I'm surprised to see this as, like I said, I have several clients who have been able to mix their plans with no consequence.
It is a common misconception and we see many cases where the beneficiary gets in trouble by this wrong information. If you have clients that are in an MA Plan and a stand-alone drug plan, it is probably because the system isn’t accurate with their information or they are in a PFFS Plan that doesn’t offer drug coverage or a Cost Plan.
It doesn't help that the M&You book uses hedge words like "usually" and "most" (ref. p35, bullet 4)

Also, what good does this do people whose Rx are not on that company's formulary? They have to change their health plan just to get a Rx covered?
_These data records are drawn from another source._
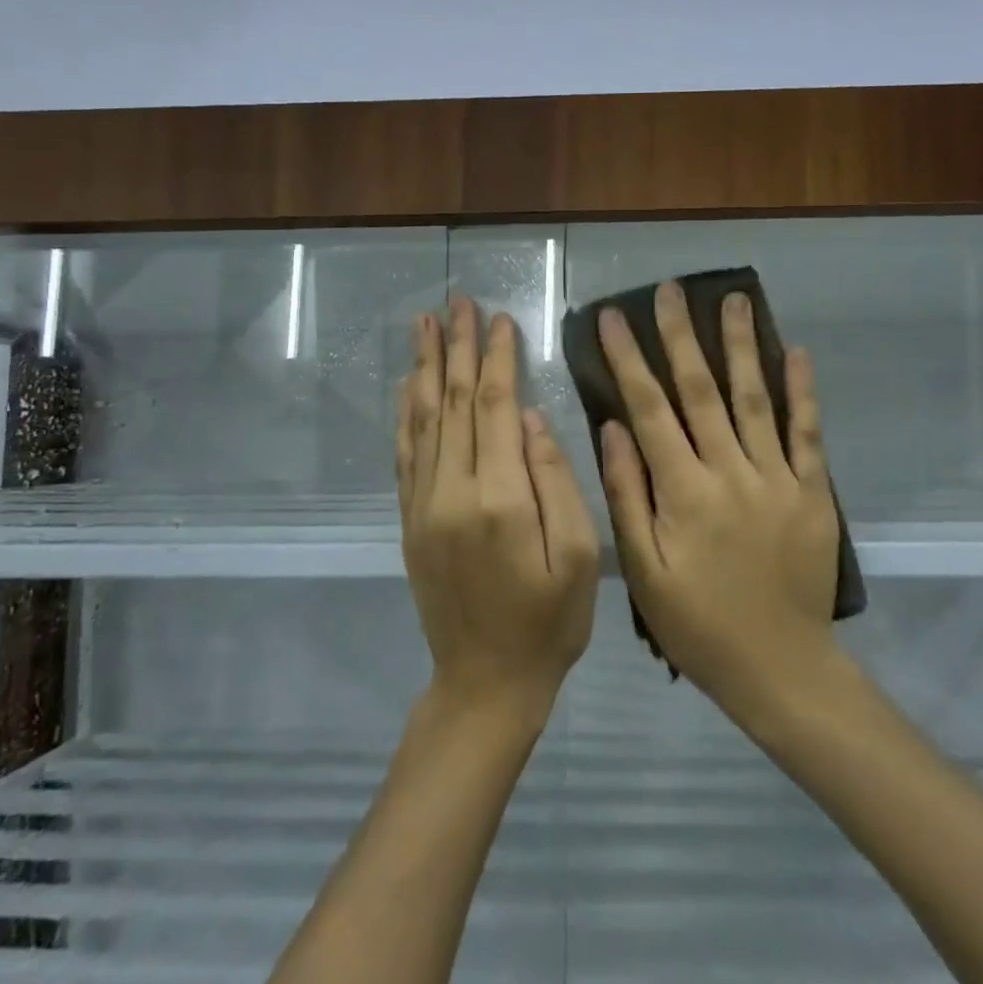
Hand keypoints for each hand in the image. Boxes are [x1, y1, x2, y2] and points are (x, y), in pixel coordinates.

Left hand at [397, 295, 598, 720]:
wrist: (485, 682)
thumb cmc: (549, 622)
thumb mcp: (577, 556)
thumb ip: (555, 481)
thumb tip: (532, 419)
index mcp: (500, 497)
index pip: (498, 407)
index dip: (498, 358)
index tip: (499, 317)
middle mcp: (452, 491)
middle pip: (456, 403)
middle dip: (457, 348)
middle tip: (456, 301)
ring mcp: (423, 506)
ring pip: (424, 420)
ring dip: (425, 367)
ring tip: (424, 324)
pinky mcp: (410, 521)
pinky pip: (405, 454)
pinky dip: (406, 413)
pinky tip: (408, 385)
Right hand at [596, 282, 841, 714]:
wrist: (779, 665)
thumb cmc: (698, 623)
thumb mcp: (643, 570)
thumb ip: (628, 495)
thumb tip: (612, 428)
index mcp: (683, 491)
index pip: (649, 409)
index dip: (630, 360)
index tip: (614, 318)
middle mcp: (730, 471)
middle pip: (701, 391)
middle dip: (682, 336)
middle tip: (670, 290)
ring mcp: (777, 478)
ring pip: (755, 399)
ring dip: (742, 346)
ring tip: (733, 299)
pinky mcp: (812, 491)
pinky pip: (808, 433)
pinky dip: (803, 391)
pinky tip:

Totally weird.

I have not heard of a single problem with this, seriously, which is so surprising, considering what you're saying. And if you work there, of course I believe you, but again, I've not seen it enforced, so I'm just going off of experience here. I mean it adds a whole other level to the eligibility screening that I personally am not doing, as well as my coworkers.

Also, let me clarify, I know that it does say what you're saying on p. 43 of the '07 Medicare & You book, and I have heard of a few select plans, like I think there's some Group Health HMO here in WA that doesn't allow you to take another PDP, but those are less common, from my experience.